By Maulana Waris Mazhari
(Translated from Urdu by Yoginder Sikand/Noor Mohammad Sikand)
Suicide
attacks have become a fairly frequent phenomenon today. Many of them are the
handiwork of disgruntled Muslim elements. Indeed, in some countries what are
known as fidayeen attacks undertaken by Muslim groups have become so common as
to pose a major challenge to internal security and peace, emerging as a grave
threat to the lives of ordinary citizens. Of these countries, perhaps Pakistan
is the most hard-hit by suicide bombings, which now seem to occur there on an
almost daily basis, not even sparing Muslims worshipping in mosques. Perhaps
nothing worse can be conceived of than Muslims taking the name of Islam to kill
innocents and thereby tarnishing the
image of Islam.
The
issue of whether fidayeen attacks are allowed at all in Islam and of what their
status is in the shariah continues to be hotly debated. However, these questions
have not received the sort of serious attention that they deserve by the ulema
and other Islamic intellectuals. In fact, much effort has be expended by a
section of Islamic scholars to seek to provide legitimacy to such attacks by
drawing from rules and details contained in the books of medieval fiqh or Muslim
jurisprudence. These scholars have, by and large, based their opinion on
fidayeen attacks by focusing on the particular case of Palestine, where they
believe that such attacks are the last resort by the Palestinian resistance in
the face of Israeli barbarism and aggression.
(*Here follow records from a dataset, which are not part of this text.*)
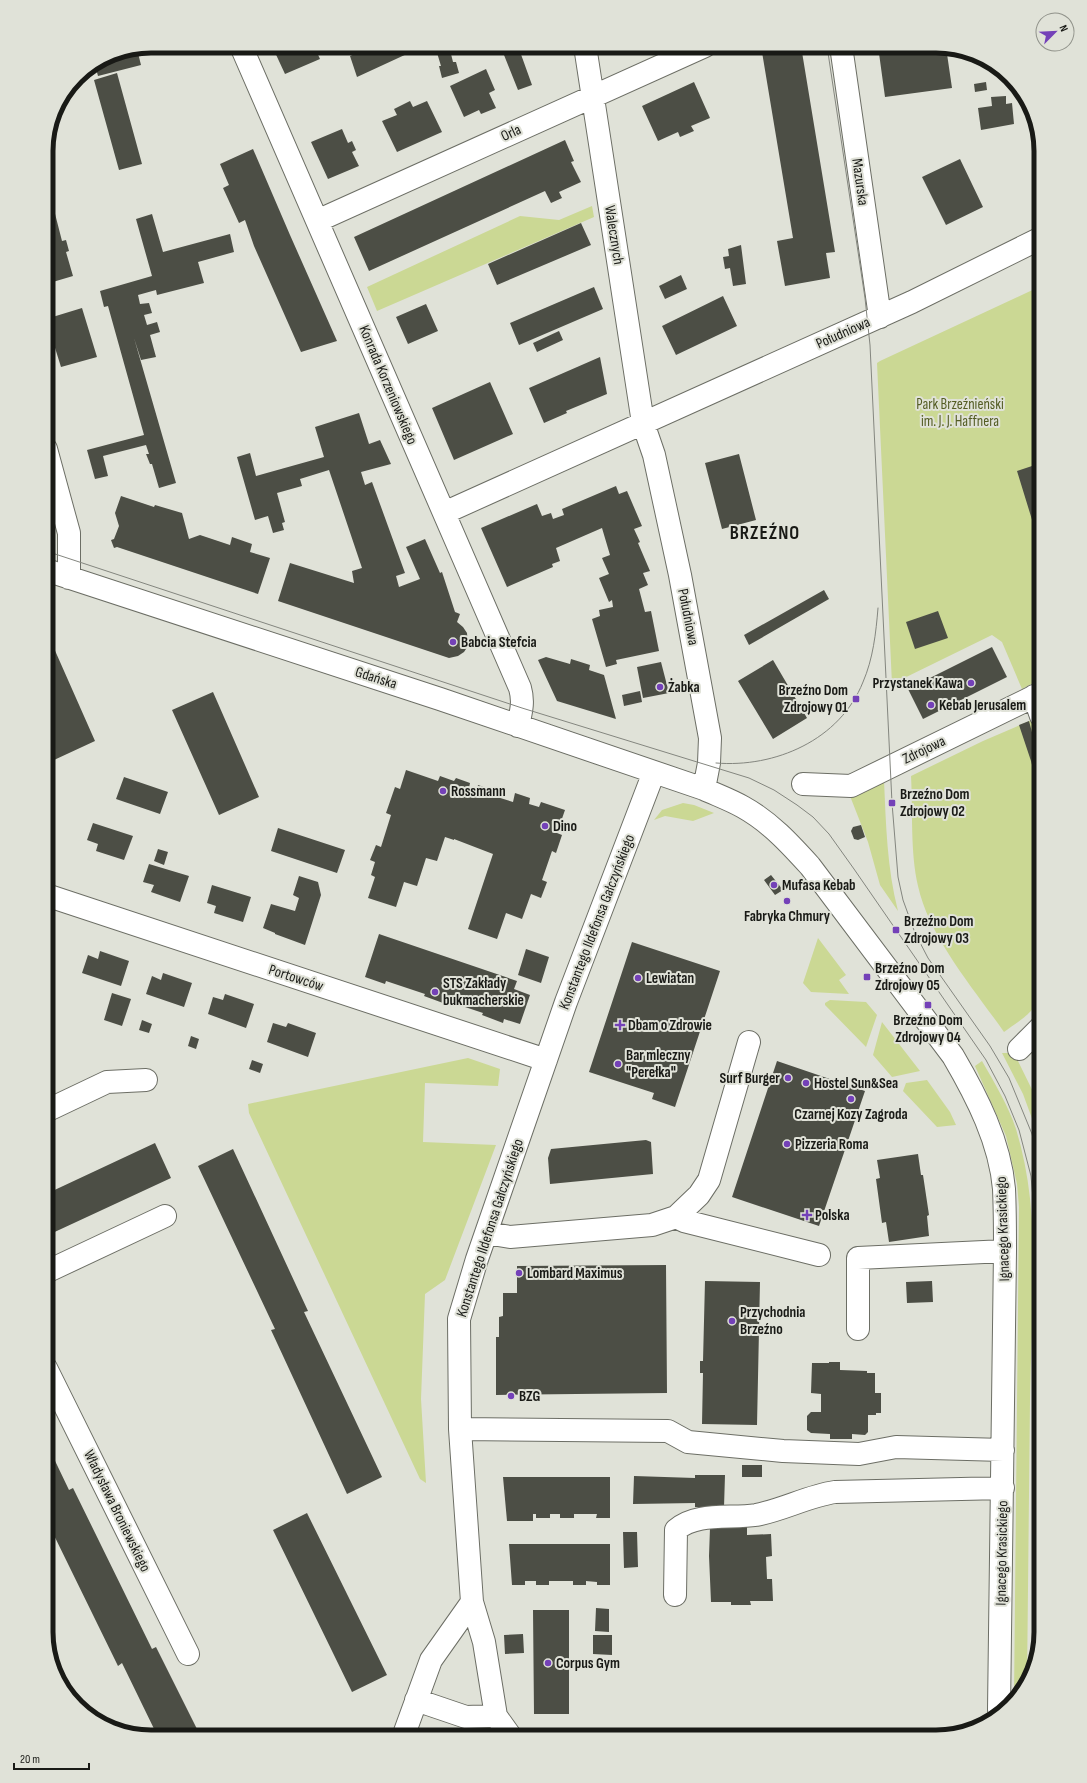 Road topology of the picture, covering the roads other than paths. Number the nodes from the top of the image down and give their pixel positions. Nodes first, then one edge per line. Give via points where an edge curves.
1 (244, 53) edge
2 (586, 53) edge
3 (688, 53) edge
4 (842, 53) edge
5 (592, 96) junction
6 (317, 221) junction
7 (1034, 241) edge
8 (880, 317) junction
9 (643, 423) junction
10 (53, 475) edge
11 (444, 513) junction
12 (53, 572) edge
13 (70, 578) junction
14 (1034, 703) edge
15 (518, 726) junction
16 (654, 772) junction
17 (803, 784) dead end
18 (704, 788) junction
19 (53, 897) edge
20 (1034, 1033) edge
21 (749, 1042) dead end
22 (1019, 1049) dead end
23 (546, 1060) junction
24 (146, 1080) dead end
25 (53, 1108) edge
26 (165, 1216) dead end
27 (676, 1217) junction
28 (486, 1233) junction
29 (1005, 1251) junction
30 (819, 1255) dead end
31 (53, 1269) edge
32 (858, 1329) dead end
33 (53, 1382) edge
34 (460, 1429) junction
35 (1003, 1450) junction
36 (1003, 1488) junction
37 (676, 1595) dead end
38 (472, 1602) junction
39 (188, 1654) dead end
40 (416, 1700) junction
41 (999, 1707) edge
42 (496, 1716) junction
43 (405, 1730) edge
44 (506, 1730) edge

1 - 6 street, Konrada Korzeniowskiego
2 - 5 street, Walecznych
3 - 5 street, Orla
4 - 8 street, Mazurska
5 - 6 street, Orla
5 - 9 street, Walecznych
6 - 11 street, Konrada Korzeniowskiego
7 - 8 street, Południowa
8 - 9 street, Południowa
9 - 11 street, Południowa
9 - 18 street, Południowa via 654,455 710,738
10 - 13 street via 69,533
11 - 15 street, Konrada Korzeniowskiego via 520,688 522,708
12 - 13 street, Gdańska
13 - 15 street, Gdańska
14 - 17 street, Zdrojowa via 851,786
15 - 16 street, Gdańska
16 - 18 street, Gdańska
16 - 23 street, Konstantego Ildefonsa Gałczyńskiego
18 - 29 street, Ignacego Krasickiego via 743,807 785,838 810,866 953,1056 971,1086 998,1157 1004,1189
19 - 23 street, Portowców
20 - 22 street
21 - 27 street via 709,1180 699,1195
23 - 28 street, Konstantego Ildefonsa Gałczyńskiego
24 - 25 street via 107,1082
26 - 31 street
27 - 28 street via 652,1226 510,1238
27 - 30 street
28 - 34 street, Konstantego Ildefonsa Gałczyńskiego via 459,1319
29 - 32 street via 858,1258
29 - 35 street, Ignacego Krasickiego
33 - 39 street, Władysława Broniewskiego
34 - 35 street via 668,1431 688,1442 859,1454 896,1447
34 - 38 street, Konstantego Ildefonsa Gałczyńskiego
35 - 36 street, Ignacego Krasickiego
36 - 37 street via 835,1492 756,1515 683,1523 676,1530
36 - 41 street, Ignacego Krasickiego
38 - 40 street via 431,1660
38 - 42 street, Konstantego Ildefonsa Gałczyńskiego via 484,1642
40 - 42 street via 466,1717
40 - 43 street
42 - 44 street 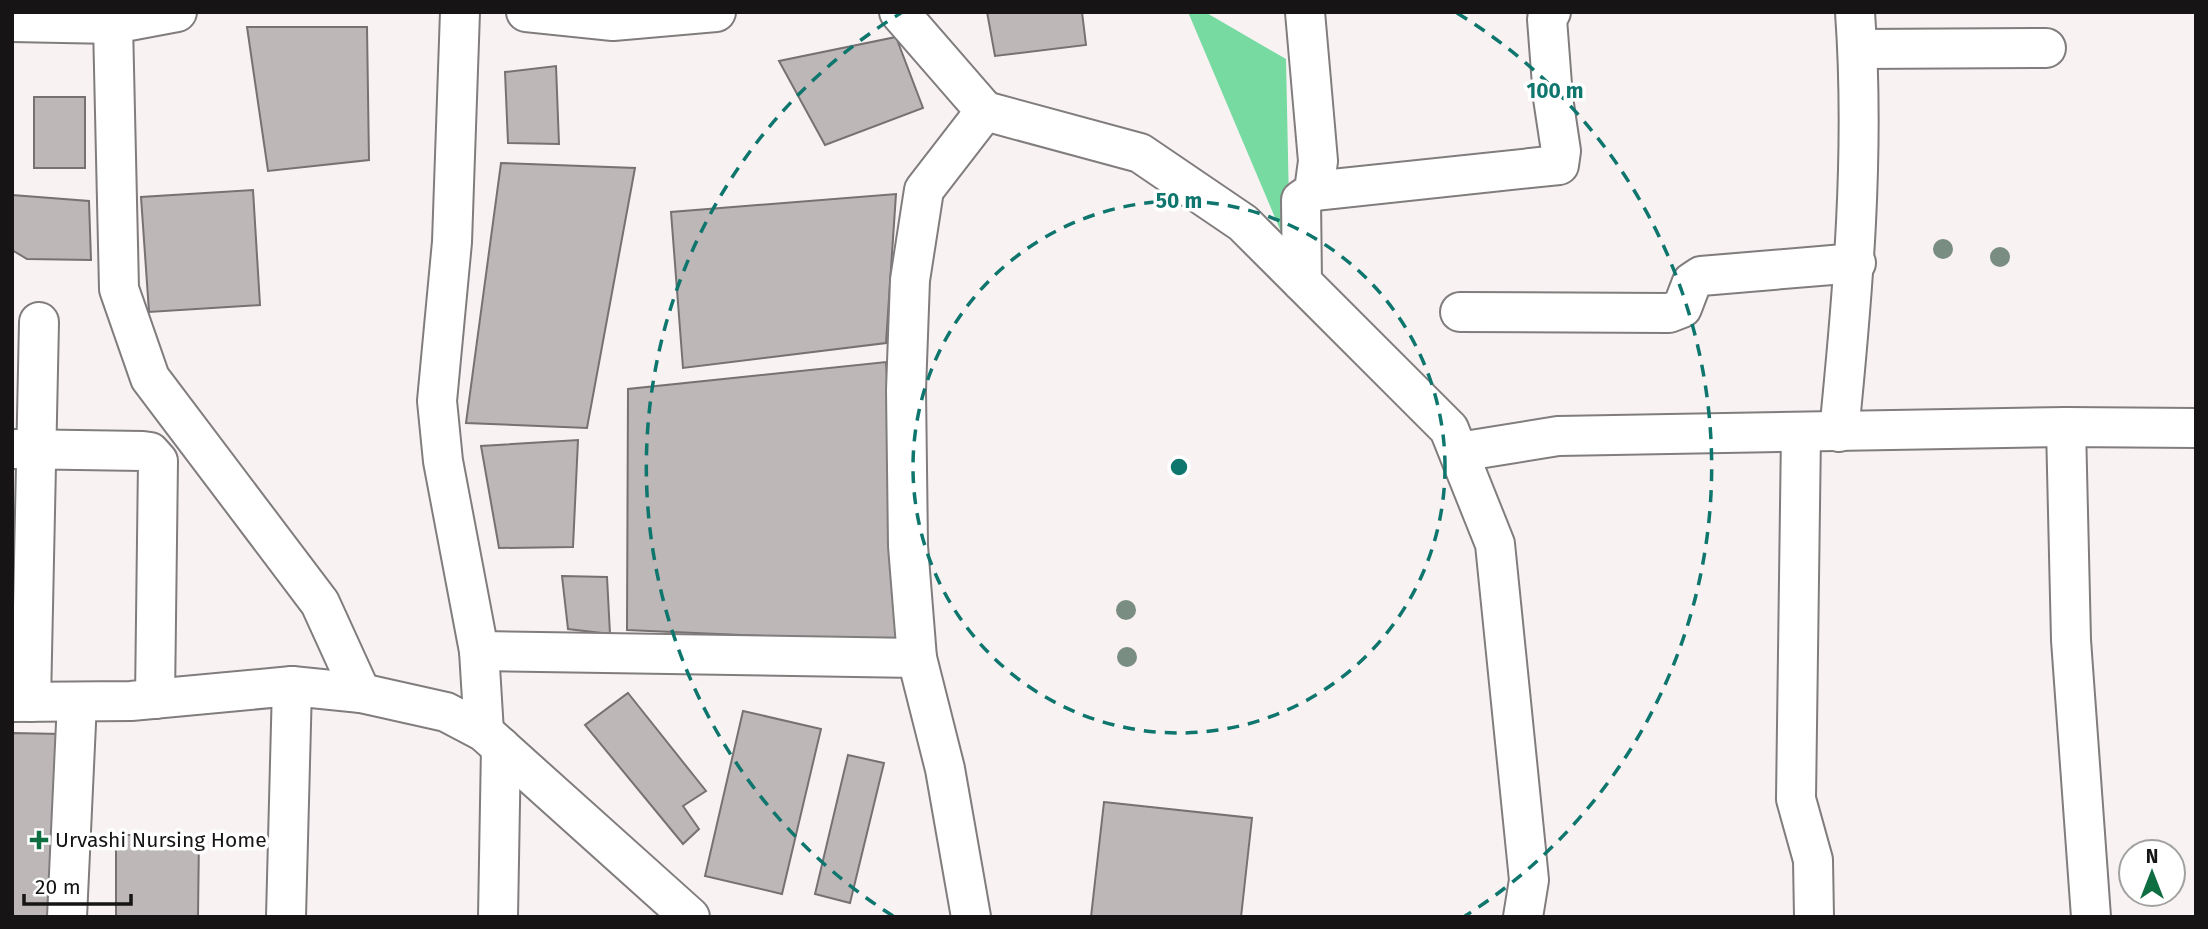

However, now that fidayeen attacks are no
longer confined just to Palestine and directed only at Israelis, but have become
a global phenomenon, targeting even Muslim countries and Muslim peoples, as in
the case of Pakistan, those who sought to provide legitimacy for such actions
are faced with a peculiar dilemma. It is true that, prior to the American
aggression against Iraq and Afghanistan, fidayeen attacks by Muslim groups were
confined only to Palestine. However, continued American imperialist offensives,
including America’s unstinting support to the Israeli occupiers, have driven
many Muslim youth to the wall, forcing them to take to such radical steps as
suicide bombings in utter desperation. This must be recognized as the basic root
of the phenomenon of fidayeen attacks by Muslim groups that has now spread out
from Palestine to expand to other lands. Ultimately, the dominant Western
powers, particularly America, are to blame for this development, which they
berate as inhuman and cruel. The fact of the matter is that these bombings are a
result of pent-up feelings of revenge in the face of intolerable oppression. At
the same time, it must also be recognized that seeking to right wrongs in this
manner has led to these Muslim groups exceeding the bounds of Islam and
morality. Hence, it is crucial for Islamic scholars to seriously ponder on the
legitimacy of suicide bombings in Islam, especially since Muslim groups who
engage in such attacks often do so precisely in the name of Islam and claim that
in doing so they are acting according to Islamic commandments.
In a
range of countries, such as Pakistan, Egypt, Saudi Arabia, Somalia and so on,
the continuing wave of suicide attacks have not received the approval of any
noteworthy Islamic scholar till date. Thus, such attacks in Muslim-majority
countries, in which the victims are mostly Muslims, may be clearly said to be
un-Islamic, according to the vast majority of the ulema. The case is different,
however, in Muslim lands under non-Muslim occupation or with regard to suicide
attacks against countries that commit aggression against Muslims and/or Islam.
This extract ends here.